[Pose estimation data]
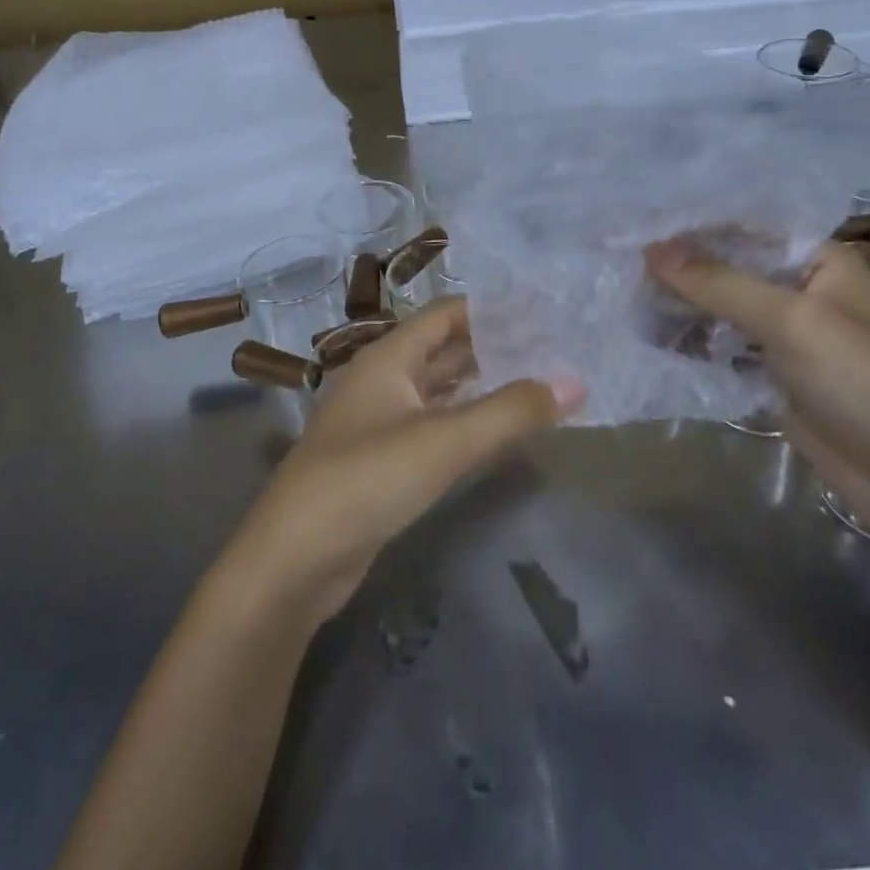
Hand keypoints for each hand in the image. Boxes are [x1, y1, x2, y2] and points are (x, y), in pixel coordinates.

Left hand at [218, 298, 583, 625]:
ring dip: (480, 383)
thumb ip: (510, 411)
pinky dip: (464, 419)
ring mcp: (378, 421)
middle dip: (492, 346)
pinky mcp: (381, 460)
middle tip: (550, 347)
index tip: (542, 311)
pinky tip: (494, 428)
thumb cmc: (367, 480)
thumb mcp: (444, 441)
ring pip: (437, 389)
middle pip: (443, 349)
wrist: (295, 559)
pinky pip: (431, 424)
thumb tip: (574, 382)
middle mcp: (382, 379)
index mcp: (388, 357)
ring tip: (535, 380)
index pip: (447, 315)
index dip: (492, 309)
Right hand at [643, 238, 869, 546]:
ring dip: (681, 307)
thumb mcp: (789, 319)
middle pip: (729, 270)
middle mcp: (801, 291)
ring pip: (722, 311)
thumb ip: (718, 283)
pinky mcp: (773, 377)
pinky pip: (724, 350)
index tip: (639, 227)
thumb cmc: (861, 378)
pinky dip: (692, 344)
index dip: (693, 228)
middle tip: (620, 264)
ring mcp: (786, 337)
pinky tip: (649, 338)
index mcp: (818, 261)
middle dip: (680, 269)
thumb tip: (651, 251)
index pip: (745, 230)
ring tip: (624, 298)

[Exercise brief] For this exercise, transcribe the data exactly but without its pictures.

[Answer area]
Hand keypoints for each hand in the image. Boxes are [x1, y1, x2, y2] and points are (x, y), in pixel coordinates.

Left hand at [218, 298, 583, 625]:
ring dip: (480, 383)
thumb ip: (510, 411)
pinky dip: (464, 419)
ring mcp: (378, 421)
middle dip: (492, 346)
pinky mcp: (381, 460)
middle tip: (550, 347)
index tip: (542, 311)
pinky tip: (494, 428)
thumb cmc: (367, 480)
thumb mcp: (444, 441)
ring pip: (437, 389)
middle pip: (443, 349)
wrist: (295, 559)
pinky pip: (431, 424)
thumb tip: (574, 382)
middle mcp: (382, 379)
index mcp: (388, 357)
ring tip: (535, 380)
index pip: (447, 315)
index dip: (492, 309)
Right hand at [643, 238, 869, 546]:
ring dip: (681, 307)
thumb mcp: (789, 319)
middle pip: (729, 270)
middle mcp: (801, 291)
ring pip: (722, 311)
thumb ip: (718, 283)
pinky mcp: (773, 377)
pinky pip: (724, 350)
index tip: (639, 227)
thumb cmc: (861, 378)
pinky dip: (692, 344)
index dip: (693, 228)
middle tip: (620, 264)
ring mcp: (786, 337)
pinky tip: (649, 338)
index mcp: (818, 261)
middle dip: (680, 269)
thumb tip: (651, 251)
index pip: (745, 230)
ring tip: (624, 298)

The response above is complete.